### ASSIGNED TASK
Filter the listing below down to the lines containing the word "Avenue".

### RECORD SET
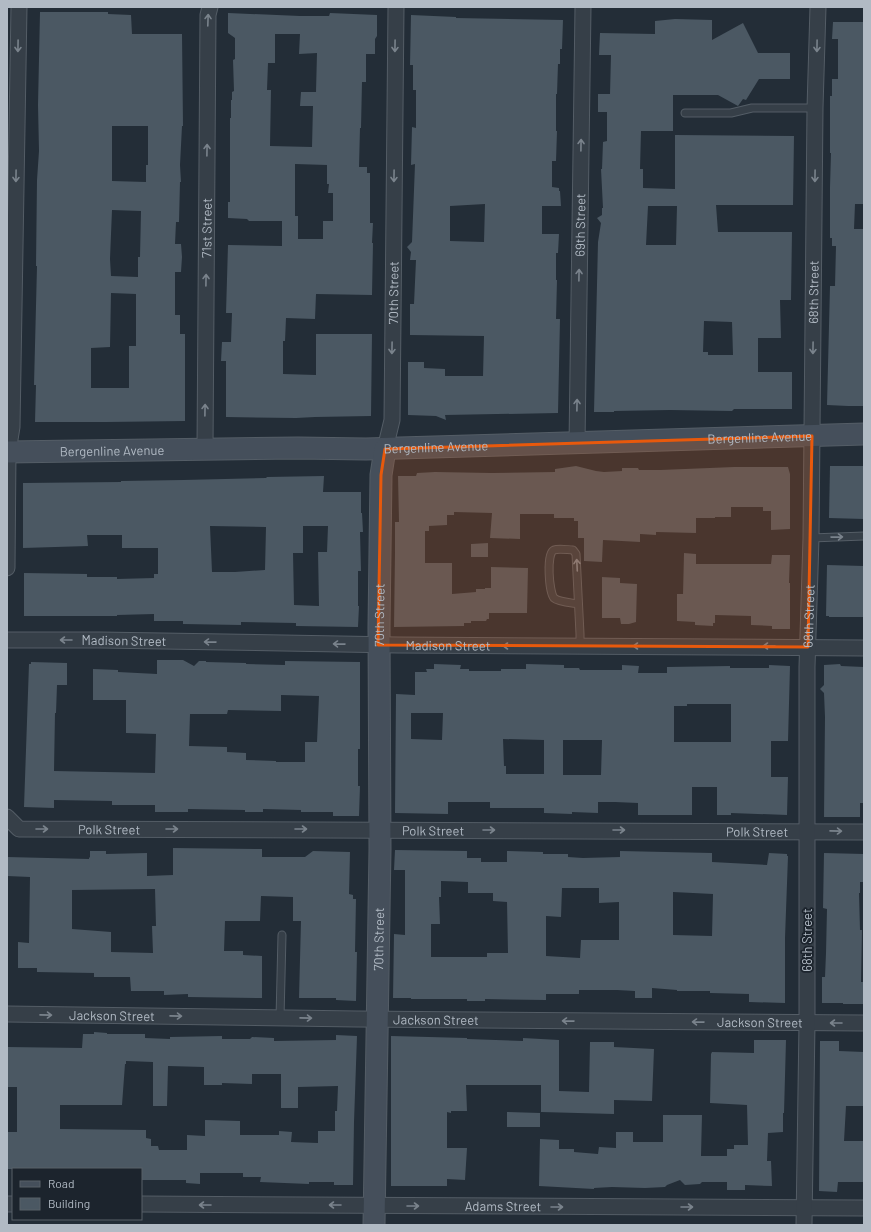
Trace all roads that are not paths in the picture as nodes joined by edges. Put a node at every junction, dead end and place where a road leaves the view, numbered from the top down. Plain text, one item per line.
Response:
1 (19, 7) edge
2 (210, 7) edge
3 (396, 7) edge
4 (583, 7) edge
5 (818, 7) edge
6 (815, 108) junction
7 (685, 113) dead end
8 (11, 288) edge
9 (864, 434) edge
10 (812, 436) junction
11 (577, 444) junction
12 (385, 449) junction
13 (205, 450) junction
14 (8, 452) edge
15 (864, 536) edge
16 (811, 538) junction
17 (7, 568) edge
18 (578, 604) junction
19 (7, 640) edge
20 (378, 644) junction
21 (580, 646) junction
22 (808, 647) junction
23 (864, 648) edge
24 (7, 817) edge
25 (380, 830) junction
26 (807, 831) junction
27 (864, 832) edge
28 (282, 935) dead end
29 (7, 1014) edge
30 (280, 1018) junction
31 (378, 1019) junction
32 (808, 1023) junction
33 (864, 1023) edge
34 (142, 1204) edge
35 (804, 1208) junction
36 (864, 1208) edge
37 (374, 1215) edge
38 (804, 1225) edge

1 -> 8 street
13 -> 2 street, 71st Street
3 -> 12 street, 70th Street
11 -> 4 street, 69th Street
5 -> 6 street, 68th Street
6 - 7 lane
6 -> 10 street, 68th Street
8 - 14 street
9 - 10 street, Bergenline Avenue
10 - 11 street, Bergenline Avenue
10 - 16 street, 68th Street
11 - 12 street, Bergenline Avenue
12 - 13 street, Bergenline Avenue
12 - 20 street, 70th Street
13 - 14 street, Bergenline Avenue
14 - 17 street
16 -> 15 lane
16 - 22 street, 68th Street
18 -> 18 lane
18 - 21 lane
20 -> 19 street, Madison Street
21 -> 20 street, Madison Street
20 - 25 street, 70th Street
22 -> 21 street, Madison Street
22 - 23 street, Madison Street
22 - 26 street, 68th Street
24 -> 25 street, Polk Street
25 -> 26 street, Polk Street
25 - 31 street, 70th Street
26 -> 27 street, Polk Street
26 - 32 street, 68th Street
28 - 30 lane
29 -> 30 street, Jackson Street
30 -> 31 street, Jackson Street
32 -> 31 street, Jackson Street
31 - 37 street, 70th Street
33 -> 32 street, Jackson Street
32 - 35 street, 68th Street
37 -> 34 street, Adams Street
35 - 36 street, Adams Street
37 -> 35 street, Adams Street
35 - 38 street, 68th Street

### WRITTEN RESPONSE
9 - 10 street, Bergenline Avenue
10 - 11 street, Bergenline Avenue
11 - 12 street, Bergenline Avenue
12 - 13 street, Bergenline Avenue
13 - 14 street, Bergenline Avenue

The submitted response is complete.